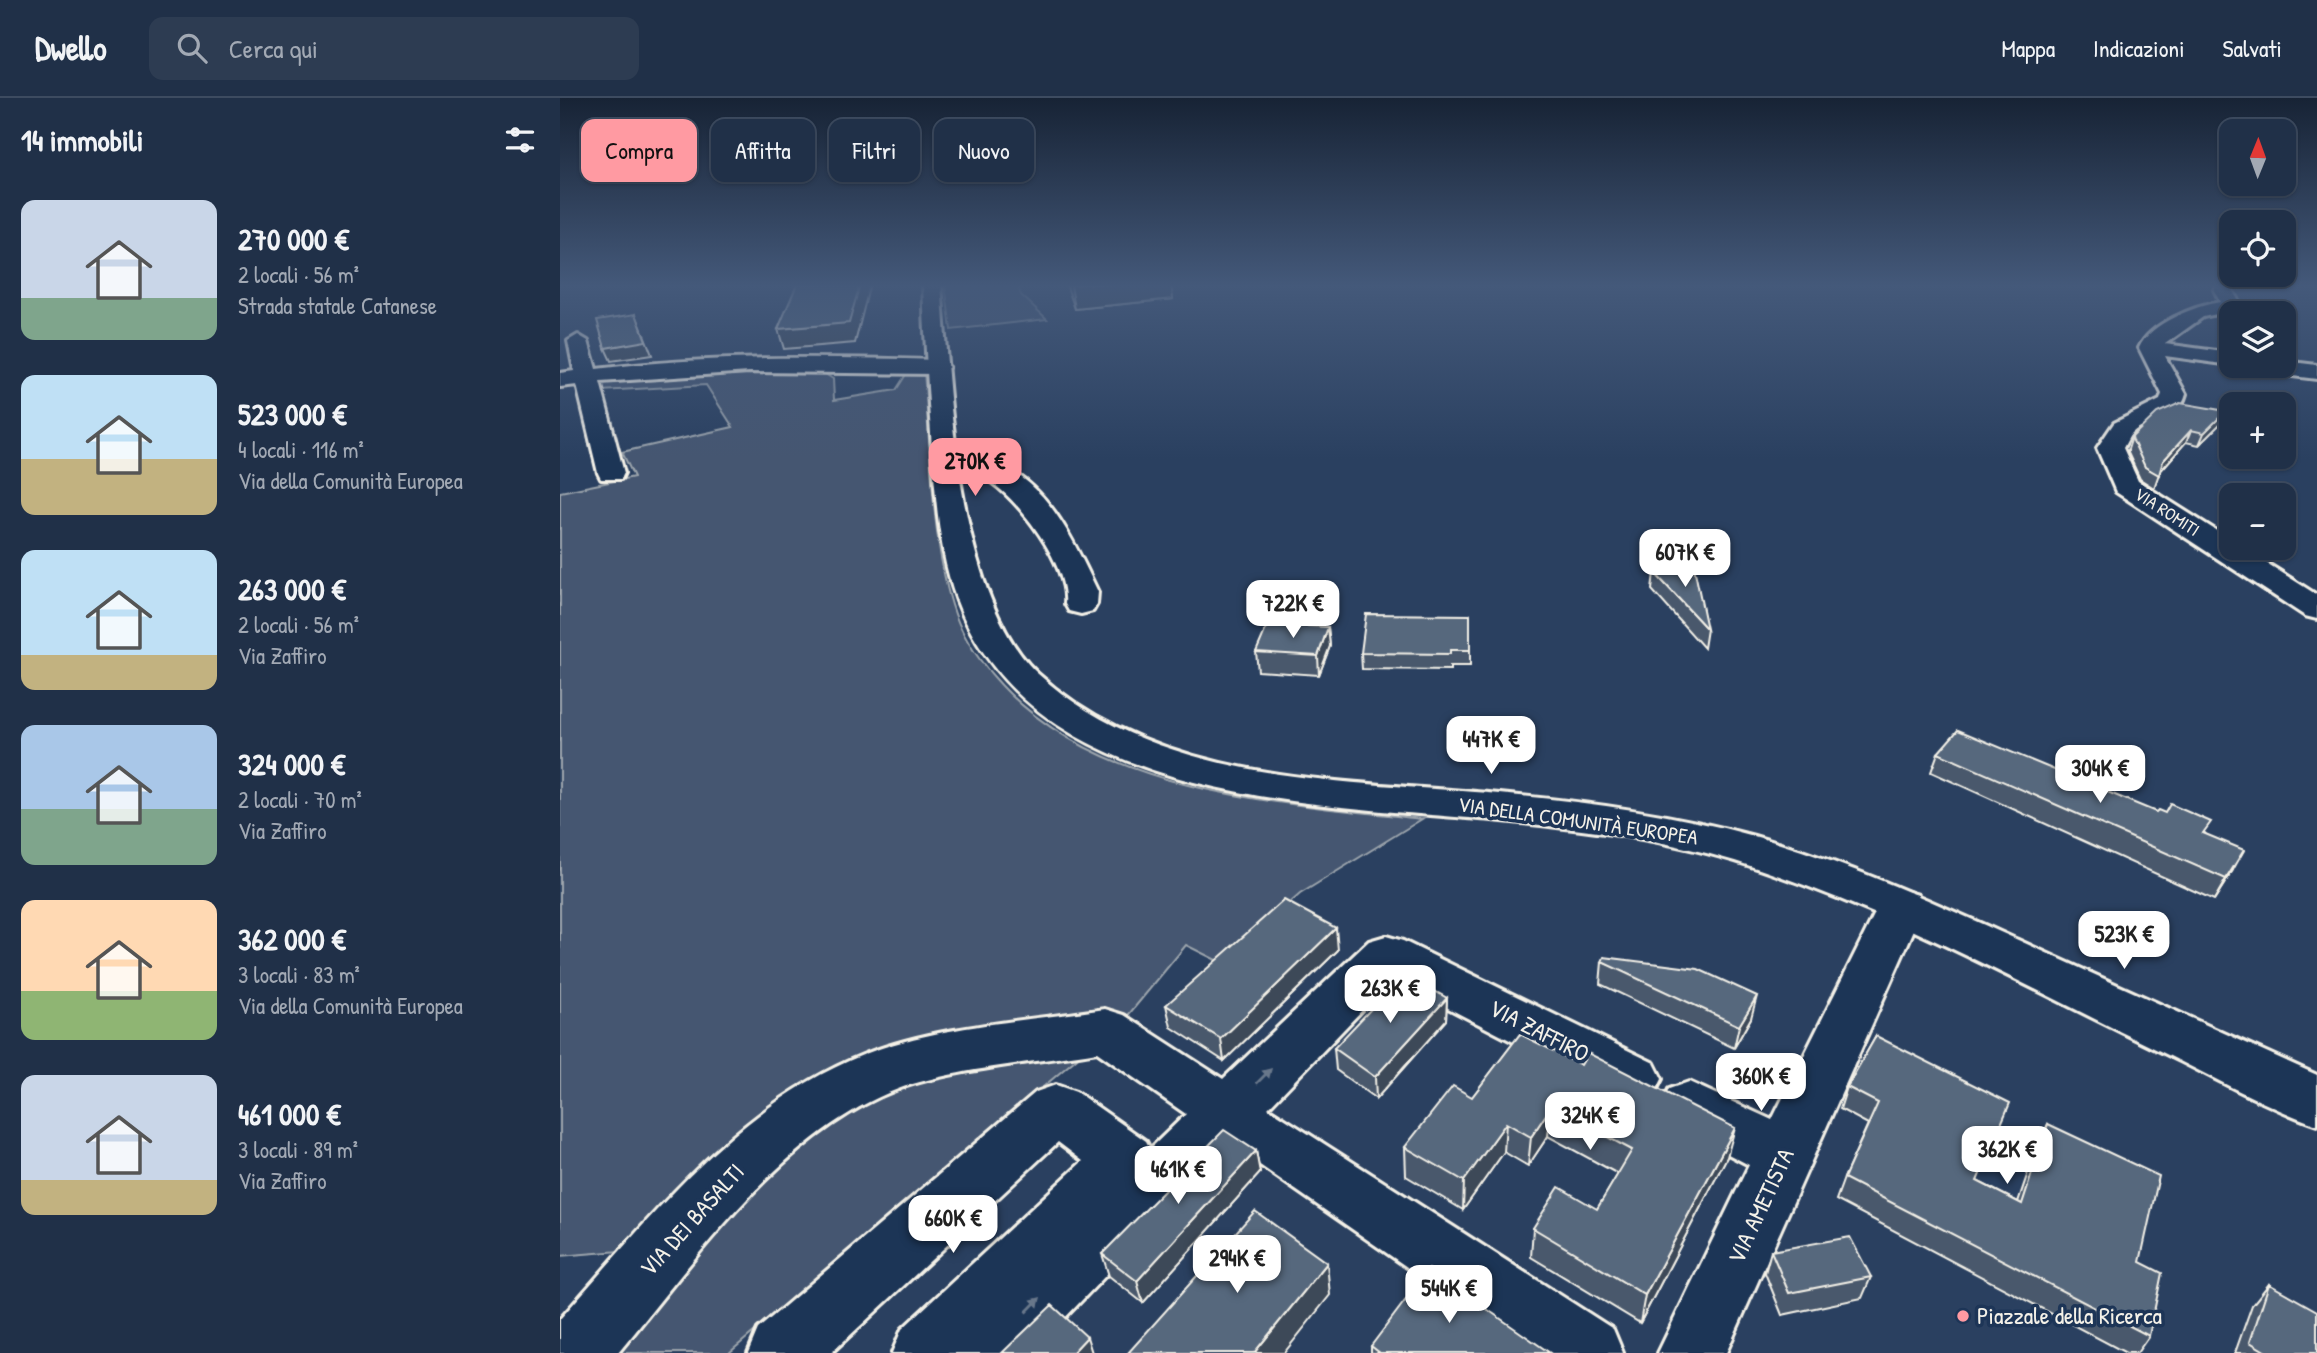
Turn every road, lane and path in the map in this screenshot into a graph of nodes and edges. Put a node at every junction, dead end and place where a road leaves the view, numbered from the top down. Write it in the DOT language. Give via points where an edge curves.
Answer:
graph roads {
  1 [pos="578,343"];
  2 [pos="936,343"];
  3 [pos="2153,343"];
  4 [pos="2150,348"];
  5 [pos="2219,357"];
  6 [pos="938,367"];
  7 [pos="2296,369"];
  8 [pos="2317,372"];
  9 [pos="585,377"];
  10 [pos="560,380"];
  11 [pos="947,465"];
  12 [pos="611,473"];
  13 [pos="1081,604"];
  14 [pos="2317,609"];
  15 [pos="1901,907"];
  16 [pos="2317,1101"];
  17 [pos="1228,1111"];
  18 [pos="1785,1154"];
  19 [pos="575,1353"];
  20 [pos="782,1353"];
  21 [pos="926,1353"];
  22 [pos="984,1353"];
  23 [pos="1589,1353"];
  24 [pos="1692,1353"];
  1 -- 9 [label="street"];
  2 -- 6 [label="street, VIA DELLA COMUNITÀ EUROPEA"];
  3 -- 4 [label="street"];
  4 -- 5 [label="street"];
  4 -- 14 [label="street, VIA ROMITI" via="2174,394 2173,401 2168,408 2123,429 2110,448 2126,486"];
  6 -- 9 [label="street" via="756,364"];
  6 -- 11 [label="street, VIA DELLA COMUNITÀ EUROPEA"];
  7 -- 8 [label="street"];
  9 -- 10 [label="street"];
  9 -- 12 [label="street"];
  11 -- 13 [label="street" via="991,470 1026,499 1050,524 1082,592"];
  11 -- 15 [label="street, VIA DELLA COMUNITÀ EUROPEA" via="954,531 984,628 1025,681 1093,729 1133,749 1184,766 1319,791 1649,826 1779,858"];
  15 -- 16 [label="street, VIA DELLA COMUNITÀ EUROPEA"];
  15 -- 18 [label="street, VIA AMETISTA"];
  17 -- 18 [label="street, VIA ZAFFIRO, one-way" via="1386,954"];
  17 -- 19 [label="street, VIA DEI BASALTI" via="1105,1030 936,1057 883,1071 809,1110 728,1175"];
  22 -- 17 [label="street, VIA ZAFFIRO, one-way"];
  17 -- 23 [label="street"];
  18 -- 24 [label="street, VIA AMETISTA"];
  20 -- 21 [label="street" via="1056,1109 1125,1159"];
}
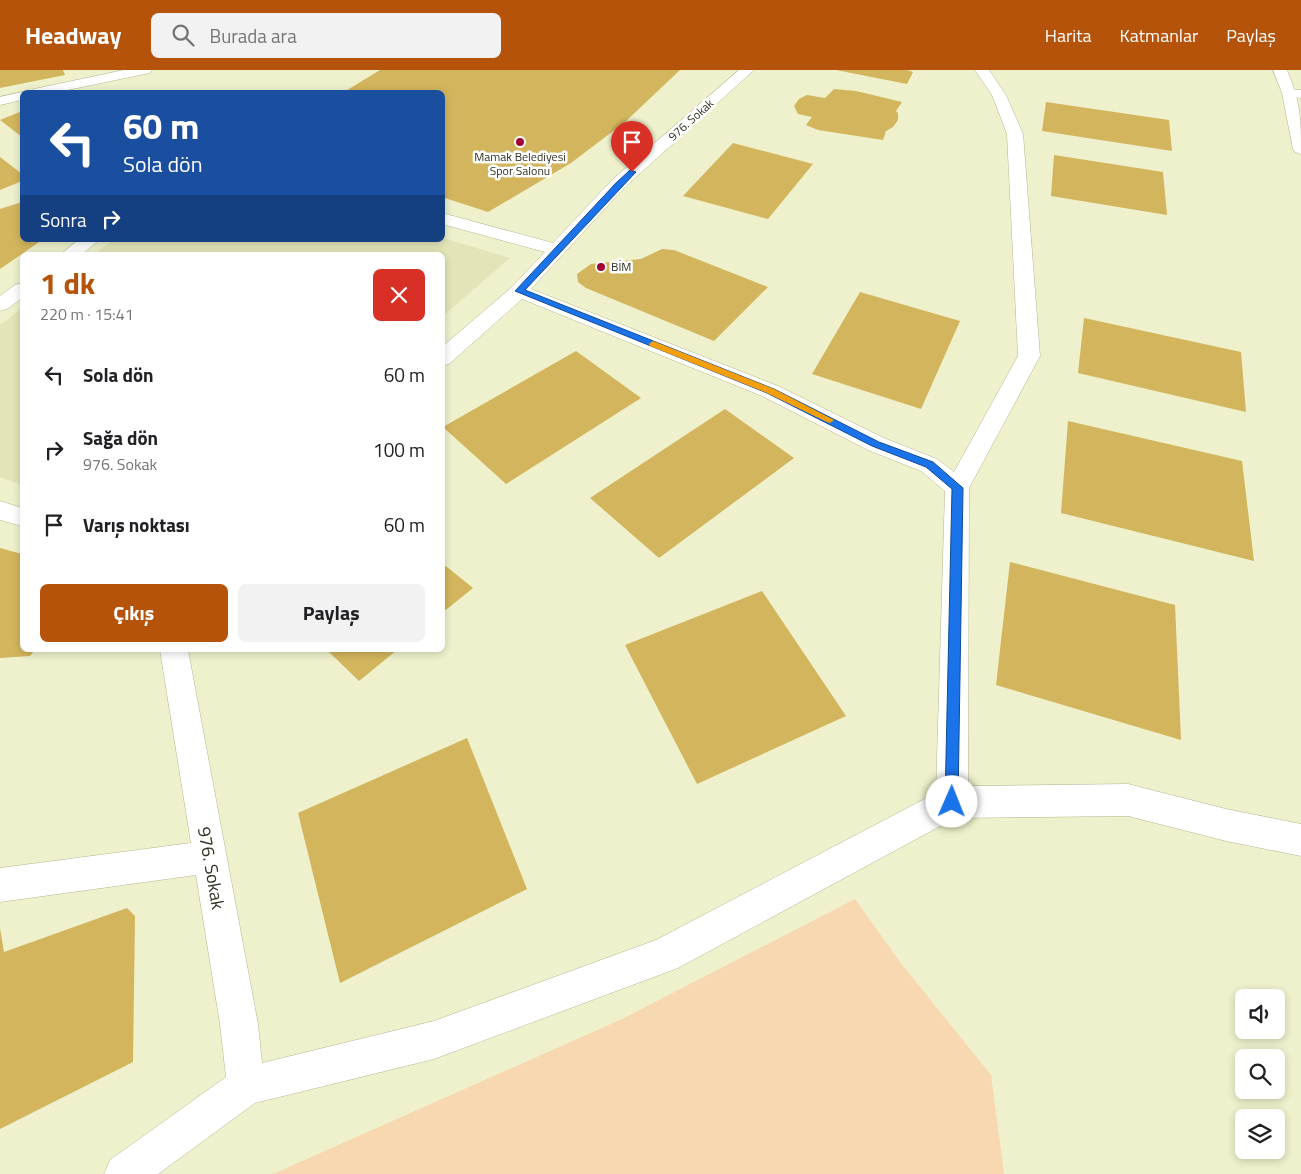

────────

### Action item
Report every line above that has the string "EUROPEA" in it.

### Solution for this task
  2 -- 6 [label="street, VIA DELLA COMUNITÀ EUROPEA"];
  6 -- 11 [label="street, VIA DELLA COMUNITÀ EUROPEA"];
  11 -- 15 [label="street, VIA DELLA COMUNITÀ EUROPEA" via="954,531 984,628 1025,681 1093,729 1133,749 1184,766 1319,791 1649,826 1779,858"];
  15 -- 16 [label="street, VIA DELLA COMUNITÀ EUROPEA"];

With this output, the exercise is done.